I head straight for a boat where a young woman is preparing my favorite dish som tam, green papaya salad. While I’m waiting my turn, I see Tony on the other side negotiating for seafood. Off to my left, I notice a woman selling beautiful multicolored sweets which look like small pieces of glazed ceramic art. Minutes later, we plop down at a squat table, the platform rocking gently as a wooden longboat zooms by behind us on the khlong. This is the real Thailand!
Sitting in a sea of steaming bodies, we admire the food in front of us: gorgeous grilled river prawns, fried spring rolls, chicken sate, salted catfish, green papaya salad, sticky rice with mango, and – of course – a plate of the delicious glazed sweets. The table is covered with dishes and associated condiments, including spicy hot fish sauce, peanut sate, a piquant green-chili dip, and a thick mixture of honey and orange rind. Wow! So much food, and all at bargain prices.
So what do you do after stuffing yourself to the point that you can barely move? You hop into a motorized khlong boat, of course.
Boat Tour of Bangkok’s Khlong Neighborhoods

We line up on the dock with tons of Thais for the two-hour tour of the area’s traditional khlong neighborhoods. A woman shrieks through a megaphone in Thai herding the people ahead of us into a wooden boat. We have no idea what she is saying. The boat fills and pulls away. We step forward towards the edge of the dock and wait for the next boat. The experience is not unlike waiting for a ride at Disneyland… if Disneyland were a floating dock below an underpass on a canal of muddy water filled with ravenous catfish.
The next boat pulls up and we cautiously step in. (I don’t trust those catfish!) Once we are all seated the boatman rockets out into the canal as our tour leader, once again, screams into a megaphone. The loud motor, booming narration, gas fumes, crowded boat, and splashes of less than pure khlong water might prove challenging for some visitors. For us, it represents the chaos and fun that makes large Asian cities such a blast. But I’ll be the first to admit, it’s not for everyone.

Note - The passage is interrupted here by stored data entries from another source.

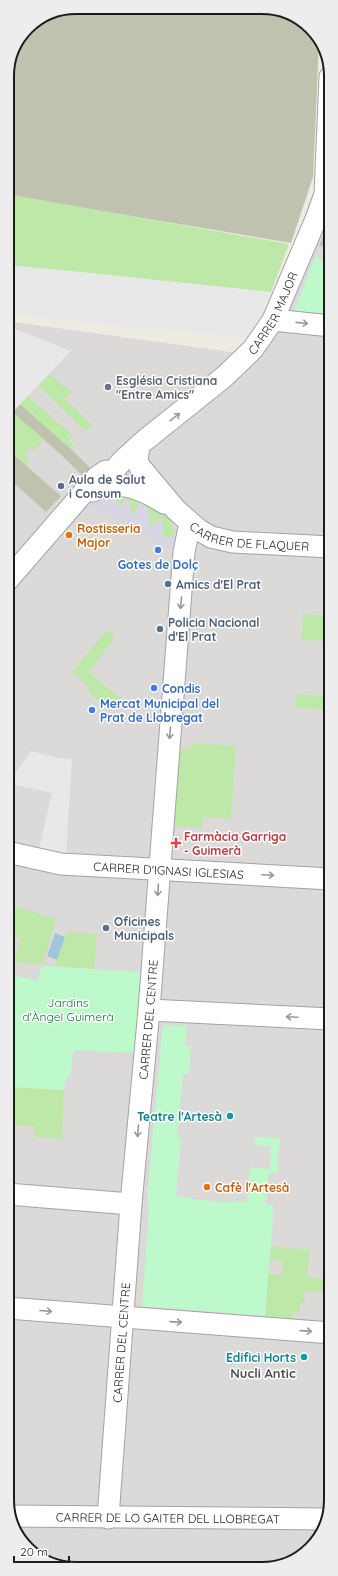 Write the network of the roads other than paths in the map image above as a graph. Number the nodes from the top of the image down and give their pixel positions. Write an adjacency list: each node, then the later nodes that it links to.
1 (324, 203): 2 (street, CARRER MAJOR)
2 (275, 316): 3 (street, one-way to 3); 4 (street, CARRER MAJOR, one-way to 2)
3 (324, 325)
4 (139, 446): 5 (street, CARRER MAJOR); 6 (street)
5 (117, 467): 6 (street); 7 (street, CARRER MAJOR); 8 (street)
6 (149, 478): 9 (street)
7 (100, 487): 8 (street); 9 (street)
8 (79, 500): 11 (street)
9 (183, 516): 10 (street, CARRER DE FLAQUER); 13 (street, CARRER DEL CENTRE, one-way to 13)
10 (324, 547)
11 (14, 572)
12 (14, 854): 13 (street, CARRER D'IGNASI IGLESIAS)
13 (159, 869): 14 (street, CARRER D'IGNASI IGLESIAS, one-way to 14); 15 (street, CARRER DEL CENTRE, one-way to 15)
14 (324, 879)
15 (149, 1010): 16 (street, one-way to 15); 18 (street, CARRER DEL CENTRE, one-way to 18)
16 (324, 1019)
17 (14, 1194): 18 (street)
18 (131, 1204): 20 (street, CARRER DEL CENTRE)
19 (14, 1309): 20 (street, one-way to 20)
20 (122, 1318): 21 (street, one-way to 21); 22 (street, CARRER DEL CENTRE)
21 (324, 1332)
22 (108, 1518): 23 (street, CARRER DE LO GAITER DEL LLOBREGAT); 24 (street, CARRER DE LO GAITER DEL LLOBREGAT)
23 (17, 1519)
24 (321, 1519) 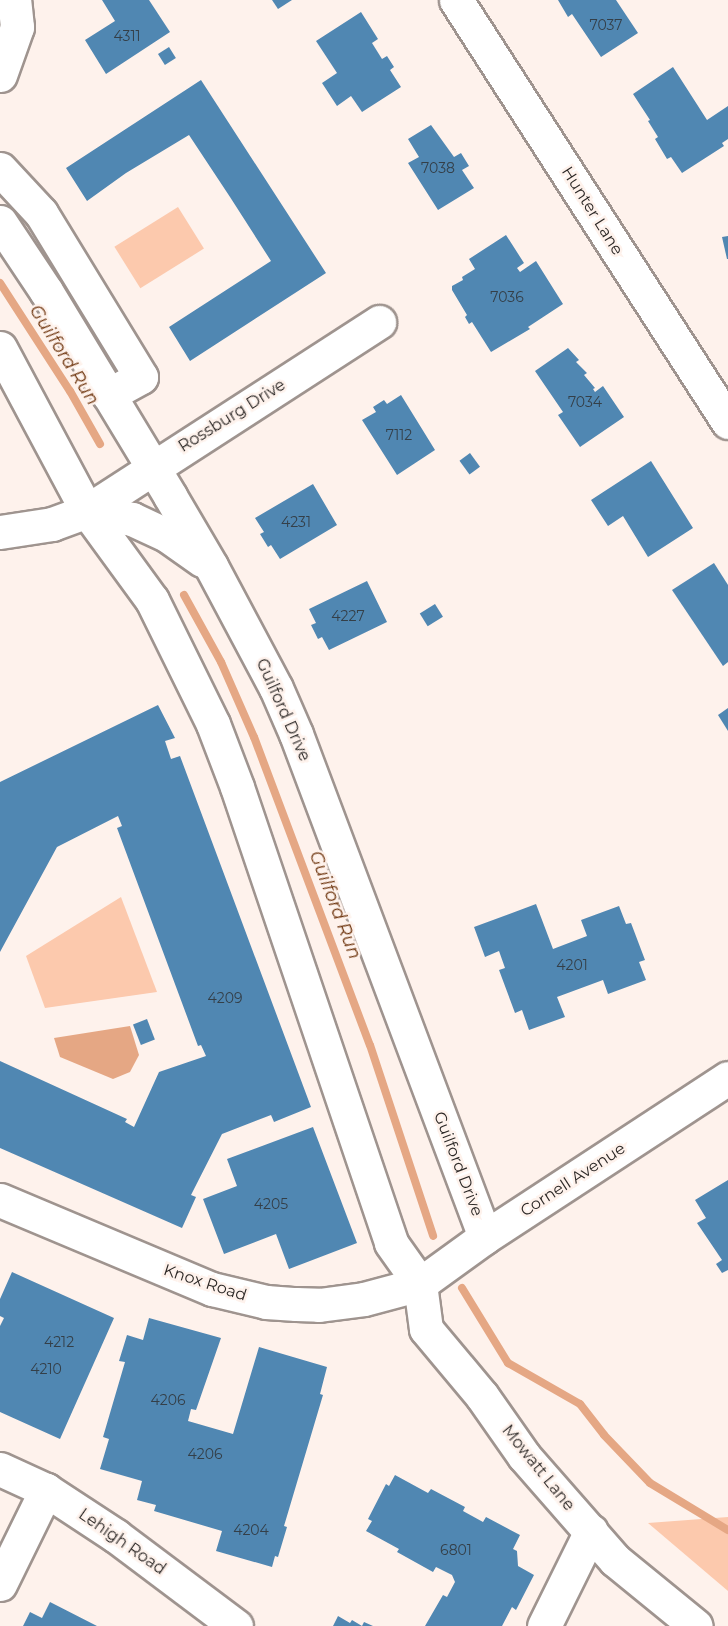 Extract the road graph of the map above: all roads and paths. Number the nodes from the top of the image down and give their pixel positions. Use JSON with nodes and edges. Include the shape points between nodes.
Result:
{"nodes":[{"id":1,"x":14,"y":0,"type":"edge"},
{"id":2,"x":456,"y":0,"type":"edge"},
{"id":3,"x":0,"y":75,"type":"edge"},
{"id":4,"x":0,"y":169,"type":"edge"},
{"id":5,"x":0,"y":222,"type":"edge"},
{"id":6,"x":379,"y":322,"type":"dead end"},
{"id":7,"x":0,"y":348,"type":"edge"},
{"id":8,"x":717,"y":382,"type":"edge"},
{"id":9,"x":109,"y":395,"type":"junction"},
{"id":10,"x":728,"y":422,"type":"edge"},
{"id":11,"x":152,"y":467,"type":"junction"},
{"id":12,"x":87,"y":511,"type":"junction"},
{"id":13,"x":0,"y":532,"type":"edge"},
{"id":14,"x":211,"y":566,"type":"junction"},
{"id":15,"x":728,"y":1078,"type":"edge"},
{"id":16,"x":0,"y":1200,"type":"edge"},
{"id":17,"x":485,"y":1237,"type":"junction"},
{"id":18,"x":420,"y":1284,"type":"junction"},
{"id":19,"x":0,"y":1469,"type":"edge"},
{"id":20,"x":46,"y":1490,"type":"junction"},
{"id":21,"x":591,"y":1531,"type":"junction"},
{"id":22,"x":0,"y":1584,"type":"edge"},
{"id":23,"x":236,"y":1626,"type":"edge"},
{"id":24,"x":544,"y":1626,"type":"edge"},
{"id":25,"x":696,"y":1626,"type":"edge"}],
"edges":[{"from":1,"to":3,"type":"street","via":[[17,27]]},
{"from":2,"to":8,"type":"street","name":"Hunter Lane"},
{"from":4,"to":9,"type":"street","via":[[41,213],[141,377]]},
{"from":5,"to":9,"type":"street","name":"Guilford Drive"},
{"from":6,"to":11,"type":"street","name":"Rossburg Drive"},
{"from":7,"to":12,"type":"street"},
{"from":8,"to":10,"type":"street","name":"Hunter Lane"},
{"from":9,"to":11,"type":"street","name":"Guilford Drive"},
{"from":11,"to":12,"type":"street","name":"Rossburg Drive"},
{"from":11,"to":14,"type":"street","name":"Guilford Drive"},
{"from":12,"to":13,"type":"street","name":"Rossburg Drive","via":[[52,524]]},
{"from":12,"to":14,"type":"street","via":[[148,526]]},
{"from":12,"to":18,"type":"street","via":[[152,600],[213,724],[391,1243]]},
{"from":14,"to":17,"type":"street","name":"Guilford Drive","via":[[296,734]]},
{"from":15,"to":17,"type":"street","name":"Cornell Avenue"},
{"from":16,"to":18,"type":"street","name":"Knox Road","via":[[212,1289],[266,1302],[319,1305],[364,1299]]},
{"from":17,"to":18,"type":"street","name":"Cornell Avenue"},
{"from":18,"to":21,"type":"street","name":"Mowatt Lane","via":[[426,1329],[482,1396],[524,1456]]},
{"from":19,"to":20,"type":"street","name":"Lehigh Road"},
{"from":20,"to":22,"type":"street"},
{"from":20,"to":23,"type":"street","name":"Lehigh Road","via":[[116,1536]]},
{"from":21,"to":24,"type":"street"},
{"from":21,"to":25,"type":"street","name":"Mowatt Lane","via":[[615,1560]]}]} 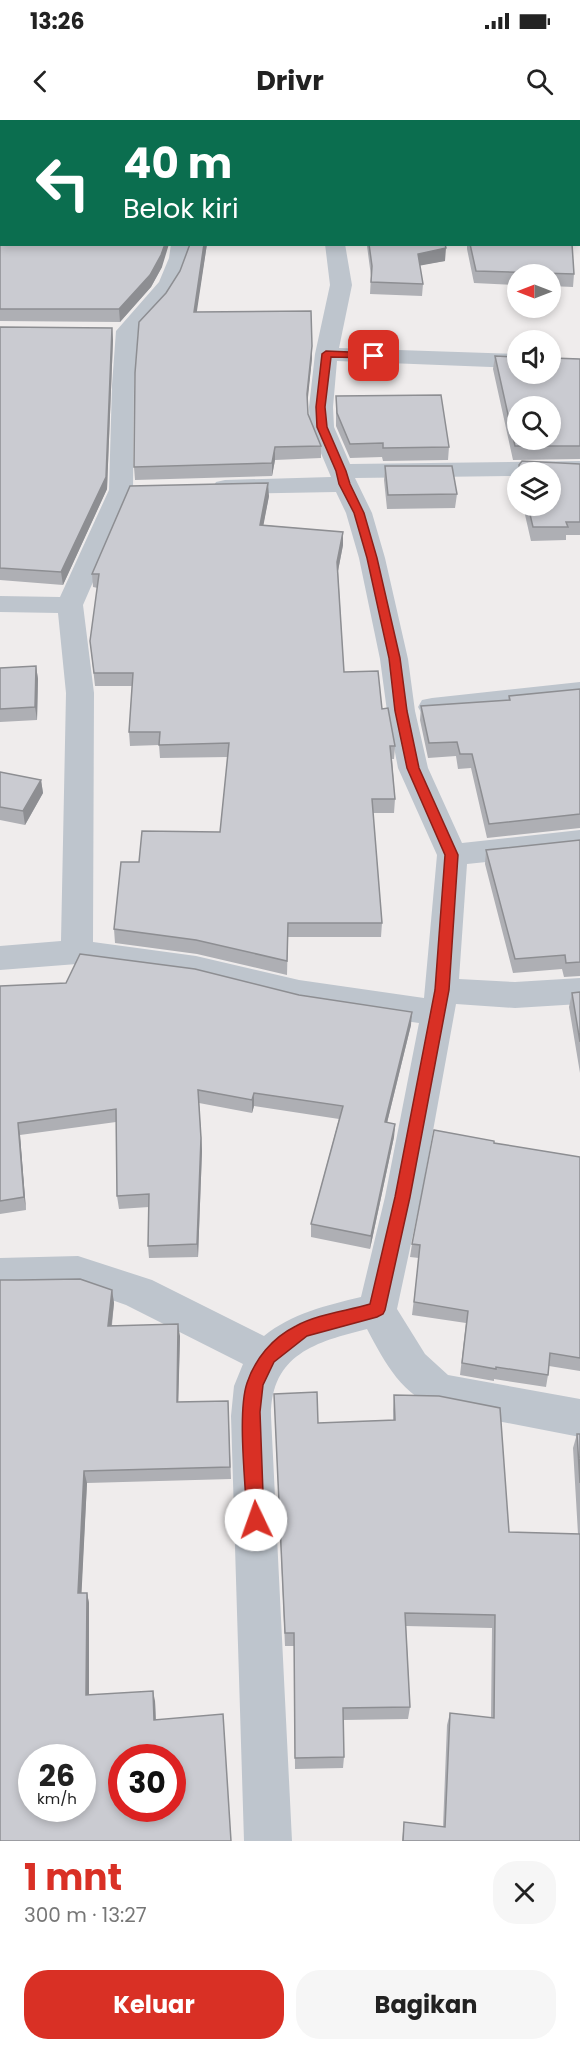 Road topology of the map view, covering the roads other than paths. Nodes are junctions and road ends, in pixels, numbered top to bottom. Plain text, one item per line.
1 (180, 246) edge
2 (335, 246) edge
3 (326, 354) junction
4 (507, 361) edge
5 (580, 468) edge
6 (343, 478) junction
7 (207, 488) edge
8 (0, 604) edge
9 (70, 605) junction
10 (580, 691) edge
11 (401, 711) junction
12 (580, 841) edge
13 (452, 855) junction
14 (77, 952) junction
15 (0, 958) edge
16 (580, 991) edge
17 (440, 1002) junction
18 (0, 1274) edge
19 (377, 1310) junction
20 (268, 1357) junction
21 (580, 1418) edge
22 (268, 1841) edge

1 - 9 street
2 - 3 street
3 - 4 street
3 - 6 street
5 - 6 street
6 - 7 street
6 - 11 street
8 - 9 street
9 - 14 street
10 - 11 street
11 - 13 street
12 - 13 street
13 - 17 street
14 - 15 street
14 - 17 street
16 - 17 street
17 - 19 street
18 - 20 street
19 - 20 street
19 - 21 street
20 - 22 street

But for those who dare, the tour reveals the water-side of many Thai neighborhoods that most visitors never witness from the streets. The khlongs function at an alternate road system filled with long boats, canoes, impromptu rafts, flat boats, and anything that floats. Our boat slides by porches and yards open to the khlong with Thai families eating together, fishing, and swimming in the khlongs (eew!) Occasionally, the overly loud boat gives way to tweeting caged birds, the sounds of school children playing, and monks praying in the temples.
The tour actually makes a stop at one of those temple as well as an orchid farm filled with beautiful floral specimens, but the real attraction is the hidden water-world lost within the city’s suburbs. And never fear, should you still happen to be hungry after your feast at Taling Chan, our boat made additional stops for local snacks along the way. We even snagged an amazing glutinous rice with beans steamed in bamboo from a guy in a canoe. Now that’s my kind of street food… or should I say khlong food?
How to Get to Taling Chan
We highly recommend a visit to Taling Chan or one of the other smaller boat markets in Bangkok. Taling Chan is accessible by bus from central Bangkok, but it does take about an hour to get there. When we visited, the easiest way to get there was to take the air-conditioned bus 79 either from Banglamphu or from downtown Bangkok from Central World Plaza.

Mmmm . . . my stomach is rumbling. You know, we never really considered your future as a food writer.